Jungle beckons for Dutch queen's 'child'
BALIKPAPAN, East Kalimantan (JP): The Samboja forest research station, about 30 kilometers north of here, will release 33 orangutans from its quarantine center to the wilderness today.
Karsono, chief of the Balikpapan Orangutan Society, said the orangutans (Pongo pygmaeus) would be set free in the virgin jungle near Mount Meratus, 160 kilometers north of here.
He said the event would be somewhat "special" because one of the primates to be let loose is named Beatrix after the Dutch queen who has adopted it.
"All of the orangutans have undergone three years of socialization in Samboja research center," Karsono said, adding that the event would be covered by foreign media.
It will start at 6 a.m. The animals will be transported by helicopter and then transferred to a speedboat and a truck before they are carried by volunteers to the jungle. They will be set free in an area sandwiched by forest concessions belonging to PT ITCI.
Official figures show the research center has "rehabilitated" 300 orangutans since it was established in 1991 and 108 have been returned to the jungles of Sungai Wain and Mount Meratus.
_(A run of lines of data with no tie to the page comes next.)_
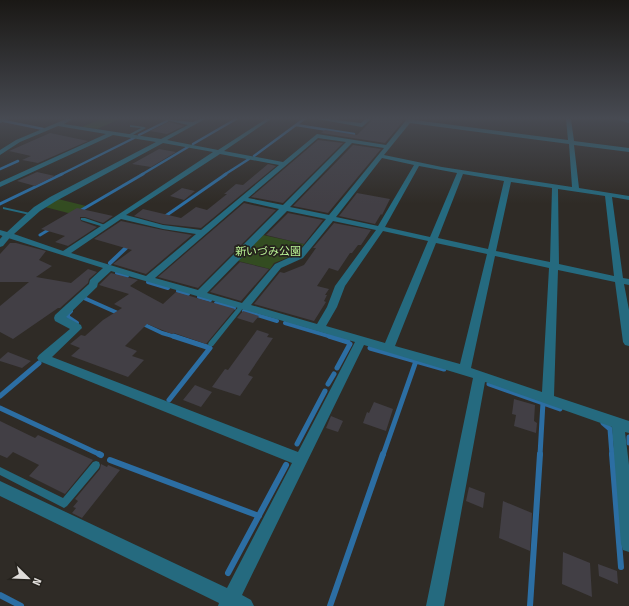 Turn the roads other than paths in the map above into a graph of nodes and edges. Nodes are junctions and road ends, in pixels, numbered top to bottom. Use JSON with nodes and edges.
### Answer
{"nodes":[{"id":1,"x":9,"y":147,"type":"edge"},
{"id":2,"x":81,"y":147,"type":"edge"},
{"id":3,"x":150,"y":147,"type":"edge"},
{"id":4,"x":195,"y":147,"type":"edge"},
{"id":5,"x":226,"y":147,"type":"edge"},
{"id":6,"x":304,"y":147,"type":"edge"},
{"id":7,"x":345,"y":147,"type":"edge"},
{"id":8,"x":388,"y":147,"type":"edge"},
{"id":9,"x":572,"y":147,"type":"edge"},
{"id":10,"x":610,"y":147,"type":"edge"},
{"id":11,"x":629,"y":150,"type":"edge"},
{"id":12,"x":219,"y":152,"type":"junction"},
{"id":13,"x":0,"y":153,"type":"edge"},
{"id":14,"x":381,"y":156,"type":"junction"},
{"id":15,"x":418,"y":163,"type":"junction"},
{"id":16,"x":284,"y":164,"type":"junction"},
{"id":17,"x":461,"y":172,"type":"junction"},
{"id":18,"x":508,"y":179,"type":"junction"},
{"id":19,"x":0,"y":185,"type":"edge"},
{"id":20,"x":555,"y":187,"type":"junction"},
{"id":21,"x":576,"y":190,"type":"junction"},
{"id":22,"x":608,"y":195,"type":"junction"},
{"id":23,"x":243,"y":198,"type":"junction"},
{"id":24,"x":629,"y":198,"type":"edge"},
{"id":25,"x":5,"y":208,"type":"dead end"},
{"id":26,"x":285,"y":208,"type":"junction"},
{"id":27,"x":30,"y":214,"type":"junction"},
{"id":28,"x":120,"y":216,"type":"junction"},
{"id":29,"x":331,"y":218,"type":"junction"},
{"id":30,"x":83,"y":219,"type":"dead end"},
{"id":31,"x":106,"y":226,"type":"junction"},
{"id":32,"x":381,"y":228,"type":"junction"},
{"id":33,"x":202,"y":233,"type":"junction"},
{"id":34,"x":4,"y":234,"type":"edge"},
{"id":35,"x":432,"y":240,"type":"junction"},
{"id":36,"x":0,"y":244,"type":"edge"},
{"id":37,"x":492,"y":253,"type":"junction"},
{"id":38,"x":64,"y":254,"type":"junction"},
{"id":39,"x":554,"y":266,"type":"junction"},
{"id":40,"x":110,"y":267,"type":"junction"},
{"id":41,"x":148,"y":279,"type":"junction"},
{"id":42,"x":619,"y":280,"type":"junction"},
{"id":43,"x":629,"y":282,"type":"edge"},
{"id":44,"x":200,"y":294,"type":"junction"},
{"id":45,"x":243,"y":307,"type":"junction"},
{"id":46,"x":319,"y":329,"type":"junction"},
{"id":47,"x":361,"y":341,"type":"junction"},
{"id":48,"x":629,"y":342,"type":"edge"},
{"id":49,"x":211,"y":344,"type":"dead end"},
{"id":50,"x":388,"y":348,"type":"junction"},
{"id":51,"x":465,"y":370,"type":"junction"},
{"id":52,"x":480,"y":375,"type":"junction"},
{"id":53,"x":548,"y":399,"type":"junction"},
{"id":54,"x":624,"y":425,"type":"edge"},
{"id":55,"x":301,"y":460,"type":"junction"},
{"id":56,"x":96,"y":465,"type":"dead end"},
{"id":57,"x":0,"y":471,"type":"edge"},
{"id":58,"x":0,"y":488,"type":"edge"},
{"id":59,"x":629,"y":544,"type":"edge"},
{"id":60,"x":234,"y":603,"type":"edge"},
{"id":61,"x":435,"y":606,"type":"edge"}],
"edges":[{"from":1,"to":13,"type":"street"},
{"from":2,"to":19,"type":"street"},
{"from":3,"to":27,"type":"street"},
{"from":4,"to":12,"type":"street"},
{"from":5,"to":12,"type":"street"},
{"from":6,"to":16,"type":"street"},
{"from":7,"to":26,"type":"street"},
{"from":8,"to":14,"type":"street"},
{"from":9,"to":21,"type":"street"},
{"from":10,"to":11,"type":"street"},
{"from":12,"to":16,"type":"street"},
{"from":12,"to":28,"type":"street"},
{"from":14,"to":15,"type":"street"},
{"from":14,"to":29,"type":"street"},
{"from":15,"to":17,"type":"street"},
{"from":15,"to":32,"type":"street"},
{"from":16,"to":23,"type":"street"},
{"from":17,"to":18,"type":"street"},
{"from":17,"to":35,"type":"street"},
{"from":18,"to":20,"type":"street"},
{"from":18,"to":37,"type":"street"},
{"from":20,"to":21,"type":"street"},
{"from":20,"to":39,"type":"street"},
{"from":21,"to":22,"type":"street"},
{"from":22,"to":24,"type":"street"},
{"from":22,"to":42,"type":"street"},
{"from":23,"to":26,"type":"street"},
{"from":23,"to":33,"type":"street"},
{"from":25,"to":27,"type":"lane"},
{"from":26,"to":29,"type":"street"},
{"from":26,"to":44,"type":"street"},
{"from":27,"to":34,"type":"street"},
{"from":28,"to":31,"type":"street"},
{"from":28,"to":33,"type":"street"},
{"from":29,"to":32,"type":"street"},
{"from":29,"to":45,"type":"street"},
{"from":30,"to":31,"type":"lane"},
{"from":31,"to":38,"type":"street"},
{"from":32,"to":35,"type":"street"},
{"from":32,"to":46,"type":"street"},
{"from":33,"to":41,"type":"street"},
{"from":34,"to":36,"type":"street"},
{"from":34,"to":38,"type":"street"},
{"from":35,"to":37,"type":"street"},
{"from":35,"to":50,"type":"street"},
{"from":37,"to":39,"type":"street"},
{"from":37,"to":51,"type":"street"},
{"from":38,"to":40,"type":"street"},
{"from":39,"to":42,"type":"street"},
{"from":39,"to":53,"type":"street"},
{"from":40,"to":41,"type":"street"},
{"from":40,"to":55,"type":"street"},
{"from":41,"to":44,"type":"street"},
{"from":42,"to":43,"type":"street"},
{"from":42,"to":48,"type":"street"},
{"from":44,"to":45,"type":"street"},
{"from":45,"to":46,"type":"street"},
{"from":45,"to":49,"type":"lane"},
{"from":46,"to":47,"type":"street"},
{"from":47,"to":50,"type":"street"},
{"from":47,"to":55,"type":"street"},
{"from":50,"to":51,"type":"street"},
{"from":51,"to":52,"type":"street"},
{"from":52,"to":53,"type":"street"},
{"from":52,"to":61,"type":"street"},
{"from":53,"to":54,"type":"street"},
{"from":54,"to":59,"type":"street"},
{"from":55,"to":60,"type":"street"},
{"from":56,"to":57,"type":"lane"},
{"from":58,"to":60,"type":"street"}]}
The primates were either taken from people who kept them as pets or were returned from Taiwan and Bangkok whence they were smuggled.
According to Karsono, the population has dwindled due to poaching and conversion of forests into development projects.
He dismissed fears that the jungle of Mount Meratus would catch fire as has happened in many areas in Kalimantan because, he said, it was monitored properly. (42/pan)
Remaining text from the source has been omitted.